いじめられた側は「過去のこと」として許せない
被害者は「黙って我慢」なのか

 いじめの被害者にとって、いじめを受けたこと自体、それ以上に深刻なのは、いじめの後遺症だと指摘されている(『「いじめによるトラウマ、後遺症は残る」精神科医 斎藤環さんに聞く』)。いじめから逃れることができた後、穏やかな日々が訪れるわけではないということだ。いじめが終わった後に、いじめのことをフラッシュバックし、時には別人格になる解離性障害などの「後遺症」を発症することがあるというのだ。

 後遺症が出ると、平穏な日常生活を送れなくなることも多い。自死に至ることもあるという。そして、その人を支える家族や周りの方々にも、長期間にわたる苦難の日々をもたらしてしまうのだ。

 一方、いじめによって一時の快楽を得た側は、被害者やその家族たちの苦しみを知ることはないことが多い。普通に生活し、被害者のことを「いい友人だった」と認識していることも少なくないという。

 つまり、いじめは加害者側には一時的なことでも、被害者側にとっては一生背負う苦しみになる。

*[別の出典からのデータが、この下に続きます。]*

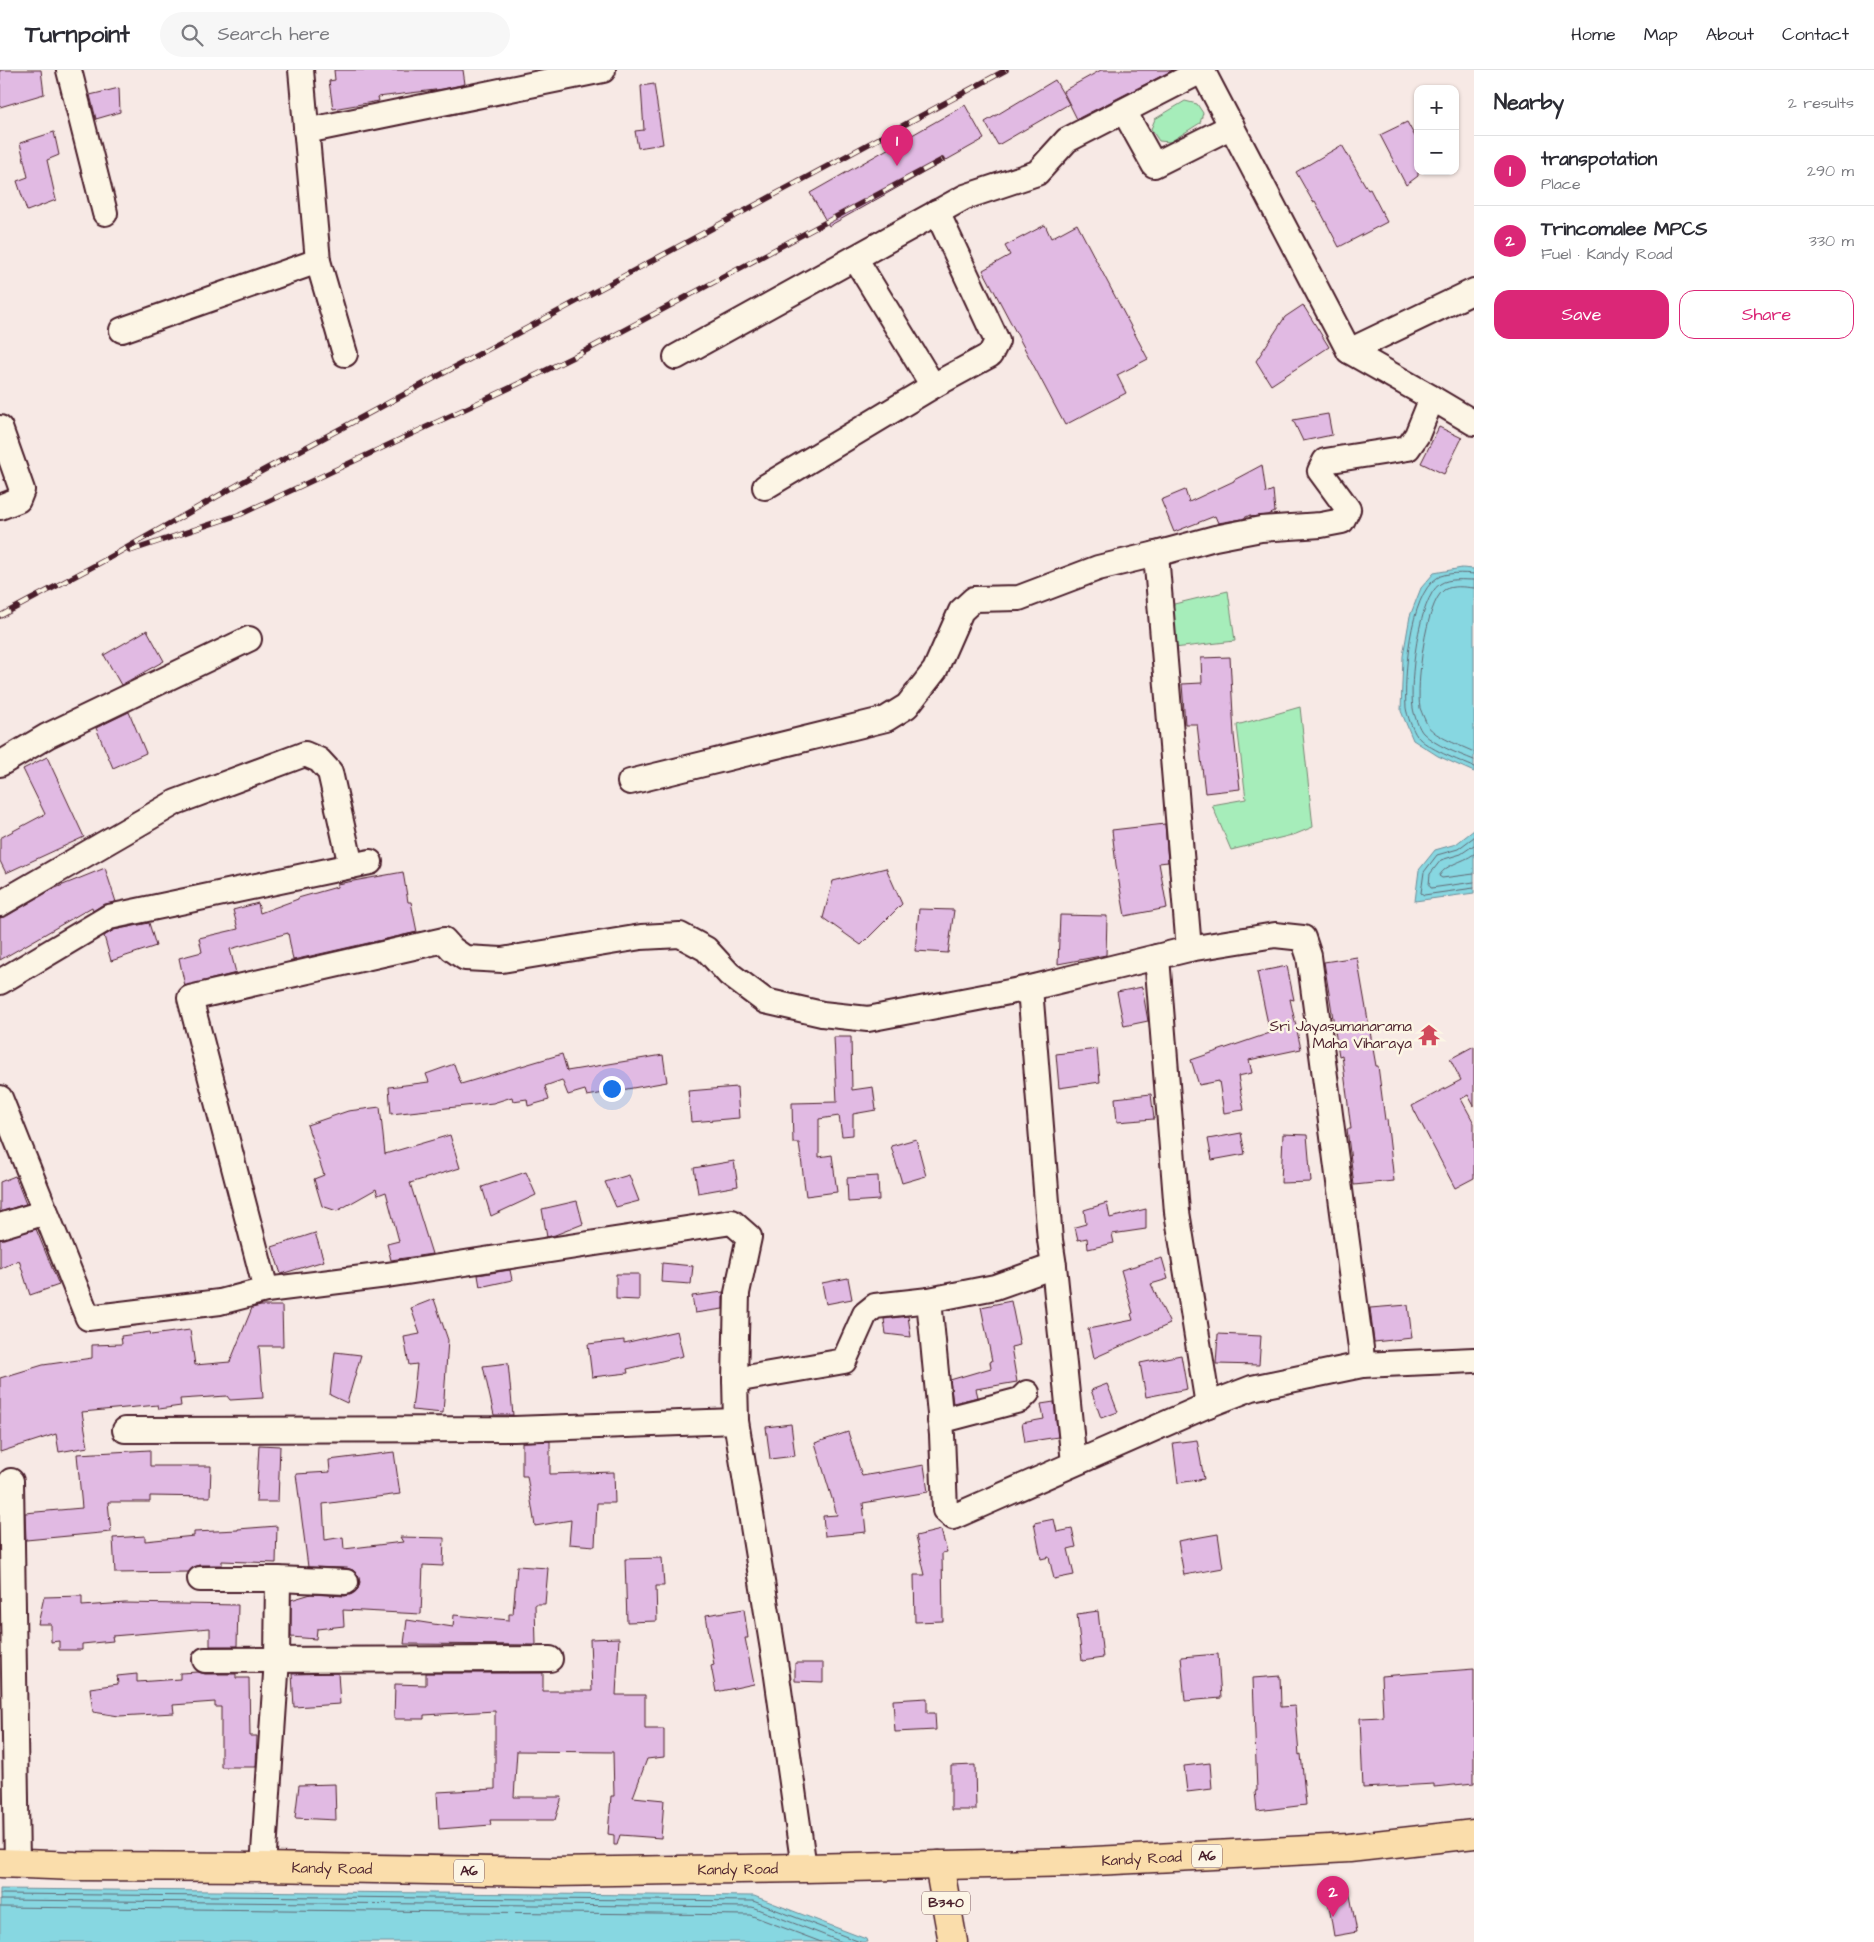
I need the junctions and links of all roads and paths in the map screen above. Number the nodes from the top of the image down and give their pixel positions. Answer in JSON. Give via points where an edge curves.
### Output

 「いじめ後遺症」は、いじめが終わり、加害者と距離を取った後に発症するので、いじめとの因果関係の証明が非常に難しい。そもそも、いじめで自死したケースでさえ、その証明には大変な困難があるのは、よく知られている。ましてや、いじめ後遺症となると、どこにも訴えることができず、被害者と家族たちは、黙って耐えるしかないのだ。

 ゆえに、いじめは「謝罪」するだけでは十分ではない。また、「過去のこと」として許すことはできない。被害者とその家族たちにとっては過去のことにならない。現在進行形で続いていく苦しみだからだ。

 「障がい者」の方々も同じである。いじめを受けた方は多いだろう。それでも日常生活のさまざまな困難を乗り越えてこられた。そして、障がい者を支えてきた方々も、自らの人生をささげるかのごとく、大変なご苦労をされてきたと思う。

 小山田氏のいじめ告白の全文を読んでみたが、ひどい蔑視発言が並んでいた。これは、五輪憲章に違反している部分があるかという問題ではない。五輪憲章に真っ向から喧嘩を売るような内容だと感じた。

 組織委員会は、困難な状況にあるいじめ被害者とその家族たちに、小山田氏が開会式の作曲担当を続けることを、どのように「理解し、支えよ」といっていたのだろうか。いじめの被害者・障がい者は、東京五輪という国家的大事業の開催のために、自らの存在を全否定するような人物が作曲した音楽を聴かされ、黙って我慢せねばならないと、組織委員会は言っていたのだろうか。

 組織委員会は自分たちが一度は決定した「小山田続投」の重みを、小山田氏が辞任したからと言って、なにもなかったことにしてもらいたくない。